4人はそれぞれ少し寝不足ながらもどこか清々しく、「おはよう」「おっす」「よう」「やあ」と挨拶を交わす。
昨日の余韻を残しつつも、もういつもとほとんど変わらない4人は連れだって顔を洗いに行く。
「朝食の準備をするから手伝えるものは集まれ」と声がかかり、竜心と武仁はそちらに向かい、浩信と賢治は合宿所に戻っていく。

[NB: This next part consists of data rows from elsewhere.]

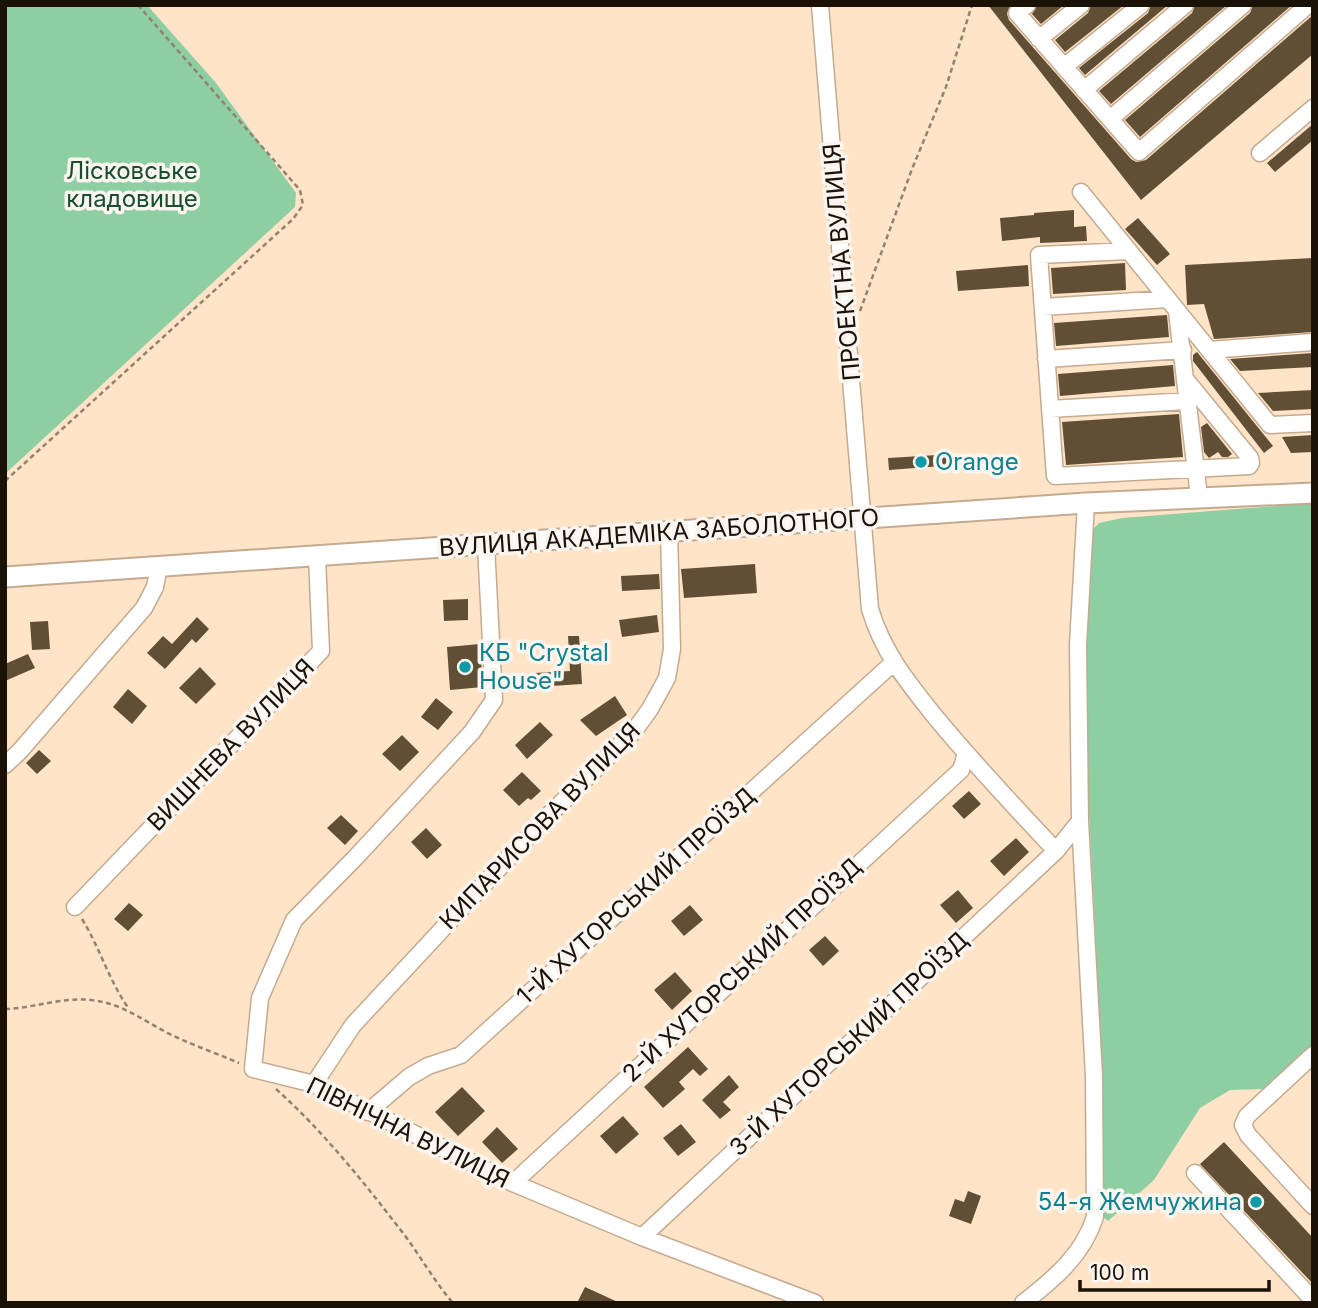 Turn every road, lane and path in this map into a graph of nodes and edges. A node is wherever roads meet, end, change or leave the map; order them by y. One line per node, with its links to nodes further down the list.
1 (138, 5): 30 (path)
2 (820, 5): 34 (street, ПРОЕКТНА ВУЛИЦЯ)
3 (972, 5): 20 (path)
4 (1027, 5): 10 (street)
5 (1081, 5): 10 (street)
6 (1141, 5): 11 (street)
7 (1185, 5): 12 (street)
8 (1243, 5): 14 (street)
9 (1308, 5): 14 (street)
10 (1039, 39): 11 (street)
11 (1064, 67): 12 (street)
12 (1084, 90): 14 (street)
13 (1313, 108): 15 (street)
14 (1110, 119)
15 (1259, 153)
16 (1081, 192): 17 (street)
17 (1129, 251): 18 (street); 19 (street)
18 (1173, 305): 19 (street); 22 (street); 23 (street)
19 (1043, 307): 24 (street)
20 (859, 313)
21 (1313, 342): 23 (street)
22 (1183, 350): 24 (street); 25 (street)
23 (1209, 350): 28 (street)
24 (1046, 359): 27 (street)
25 (1186, 380): 26 (street); 29 (street)
26 (1188, 401): 27 (street); 29 (street)
27 (1050, 409): 29 (street)
28 (1313, 423)
29 (1195, 468): 32 (street)
30 (5, 481)
31 (1313, 493): 32 (main road, ВУЛИЦЯ АКАДЕМІКА ЗАБОЛОТНОГО)
32 (1199, 497): 33 (main road, ВУЛИЦЯ АКАДЕМІКА ЗАБОЛОТНОГО)
33 (1086, 503): 34 (main road, ВУЛИЦЯ АКАДЕМІКА ЗАБОЛОТНОГО); 43 (street)
34 (863, 518): 35 (main road, ВУЛИЦЯ АКАДЕМІКА ЗАБОЛОТНОГО); 40 (street, ПРОЕКТНА ВУЛИЦЯ)
35 (669, 531): 36 (main road, ВУЛИЦЯ АКАДЕМІКА ЗАБОЛОТНОГО); 50 (street, КИПАРИСОВА ВУЛИЦЯ)
36 (486, 545): 37 (main road, ВУЛИЦЯ АКАДЕМІКА ЗАБОЛОТНОГО); 49 (street)
37 (317, 557): 38 (main road, ВУЛИЦЯ АКАДЕМІКА ЗАБОЛОТНОГО); 45 (street, ВИШНЕВА ВУЛИЦЯ)
38 (159, 566): 39 (main road, ВУЛИЦЯ АКАДЕМІКА ЗАБОЛОТНОГО); 42 (street)
39 (5, 577)
40 (893, 663): 41 (street, ПРОЕКТНА ВУЛИЦЯ); 51 (street, 1-Й ХУТОРСЬКИЙ ПРОЇЗД)
41 (966, 754): 44 (street, ПРОЕКТНА ВУЛИЦЯ); 53 (street, 2-Й ХУТОРСЬКИЙ ПРОЇЗД)
42 (5, 765)
43 (1080, 821): 44 (street, 3-Й ХУТОРСЬКИЙ ПРОЇЗД); 59 (street)
44 (1056, 851): 55 (street, 3-Й ХУТОРСЬКИЙ ПРОЇЗД)
45 (75, 907): 47 (path)
46 (5, 1009): 47 (path)
47 (130, 1011): 49 (path)
48 (1313, 1055): 54 (street)
49 (253, 1069): 50 (street, ПІВНІЧНА ВУЛИЦЯ); 57 (path)
50 (314, 1084): 51 (street, ПІВНІЧНА ВУЛИЦЯ)
51 (368, 1112): 53 (street, ПІВНІЧНА ВУЛИЦЯ)
52 (1195, 1174): 56 (street)
53 (513, 1183): 55 (street, ПІВНІЧНА ВУЛИЦЯ)
54 (1313, 1206)
55 (642, 1237): 58 (street, ПІВНІЧНА ВУЛИЦЯ)
56 (1305, 1299)
57 (453, 1303)
58 (815, 1303)
59 (1023, 1303)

那美と料理ができる方の友人も来ていて、「おはよう」と挨拶を交わす。
教師は学年主任を始めとして5人ほど、生徒は15人ほど集まっている。
1-H担任の茜の姿はない。武仁が「茜ちゃんは、昨日騒ぎ過ぎてまだ寝てるんじゃないか?」と笑いながら言った。
作り始める段になって、竜心に期待の視線が集まる。
竜心は戸惑いながら、教師陣に、
「何を作るんですか?」
と尋ねる。
学年主任が代表して、「お前に任せる」と告げ、他の教師も、なぜか周りの生徒もうんうんとうなずく。
竜心は「はあ」と気の抜けた返事をしながら、いつも作っている純和風の朝食でいいかと考え、その旨を周りに伝え、動き出す。
竜心は昨日のバーベキューの残りを具にして味噌汁を作る。
味見をした那美が「おいしい!」と感動の声を上げ、他の生徒がわらわらと味見を希望し、みな那美と同じように感動の声を上げる。
竜心は昨日のバーベキューと同じく、出汁の出方や具の煮え方に忍者としての技術を使い、可能な限り味を引き出していた。
武仁は昨日の話を思い出しながら、「これはヒロじゃなくても呆れるな」と心の中でつぶやいていた。
生徒が全員揃ってからの朝食では多めに作った味噌汁があっさりとなくなり、文句を言うものが続出した。
那美が言った、
「何だか古賀君の作った味噌汁って、長年の経験が詰まったおばあちゃんの味だよね」
という言葉に、それを聞いていた周りの者がうんうんとうなずき、竜心は「おばあちゃん……」と複雑な顔をするのだった。